R osie Ledet est dans sa loge, en train de se maquiller. Presque prête à monter sur scène avec son accordéon, à faire guincher le public sur son zydeco. Nous sommes jeudi, premier jour du deuxième week-end du 32e Jazz & Heritage Festival, à La Nouvelle-Orléans.

«Je ne savais pas qu'on pouvait s'amuser autant!», lance-t-elle en riant. C'est ainsi qu'elle raconte sa première rencontre avec le zydeco, musique née en Louisiane. Adolescente, Rosie Ledet a longtemps refusé de suivre ses parents quand ils se rendaient au «French la la». Puis un jour, c'est la révélation. Elle a alors 16 ans. Sa tante vient de déclarer forfait, et il reste une place pour aller voir Boozoo Chavis. «Il a joué Zydeco Lady. J'ai reconnu le morceau! Ça ressemblait à Disco Lady.» Il n'en fallait pas plus pour qu'elle s'amuse elle aussi.
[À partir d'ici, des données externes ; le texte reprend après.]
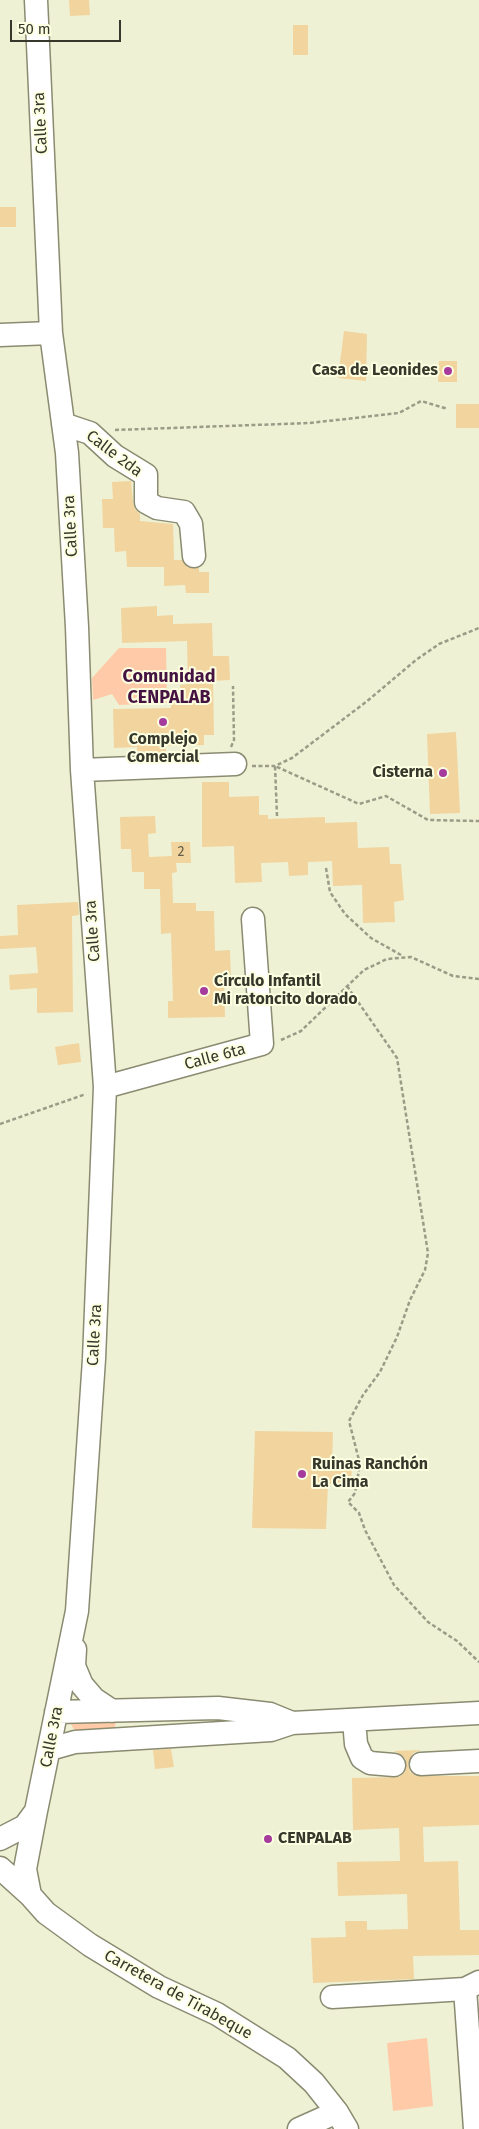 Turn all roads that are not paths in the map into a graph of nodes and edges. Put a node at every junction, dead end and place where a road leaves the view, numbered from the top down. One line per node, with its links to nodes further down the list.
1 (36, 0): 2 (street, Calle 3ra)
2 (51, 333): 3 (street); 4 (street, Calle 3ra)
3 (0, 335)
4 (63, 424): 5 (street, Calle 2da); 7 (street, Calle 3ra)
5 (194, 556)
6 (228, 764): 7 (street)
7 (82, 770): 9 (street, Calle 3ra)
8 (253, 919): 9 (street, Calle 6ta)
9 (104, 1087): 10 (street, Calle 3ra)
10 (77, 1611): 12 (street); 13 (street, Calle 3ra)
11 (196, 1707): 12 (street); 16 (street); 17 (street)
12 (112, 1711): 13 (street)
13 (56, 1712): 18 (street, Calle 3ra)
14 (479, 1713): 15 (street)
15 (354, 1720): 16 (street); 21 (street)
16 (292, 1723): 17 (street)
17 (197, 1734): 18 (street)
18 (50, 1749): 22 (street, Calle 3ra)
19 (479, 1761): 20 (street)
20 (421, 1764)
21 (394, 1765)
22 (36, 1812): 23 (street); 25 (street, Calle 3ra)
23 (0, 1839)
24 (0, 1868): 25 (street, Carretera de Tirabeque)
25 (30, 1895): 28 (street, Carretera de Tirabeque)
26 (472, 1985): 27 (street); 30 (street)
27 (332, 1997)
28 (342, 2121): 29 (street)
29 (299, 2129)
30 (475, 2129)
Un musicien du groupe s'approche, Maurice. «On s'est marié deux ans plus tard.» Une petite fille naît l'année suivante. «J'étais à la maison, avec mon bébé. J'ai pris l'accordéon de mon mari. J'ai commencé par Morning Train, de John Delafosse. En moins d'un an, je jouais.»

Et elle n'a pas arrêté depuis. Sur scène, entre titres traditionnels et surtout ses propres compositions, elle transmet sa joie de vivre. Joueuse, ensorceleuse, rieuse, charmeuse. Une femme heureuse. Et quand elle se met à parler de sa deuxième petite-fille, qu'on lui demande, surpris, son âge, elle lance: «C'est l'humidité de la Louisiane qui hydrate la peau!» Et éclate de rire encore.

La France, pour le 19e festival Blues Passions à Cognac en juillet, ce sera une grande première pour Rosie Ledet. Elle est ravie. Son joueur de washboard, lui, connaît. En 2009, Alex MacDonald faisait partie des Hellraisers de Dwayne Dopsie. L'accordéoniste et lui avaient épaté tout le monde par leur énergie et leur talent en 2009.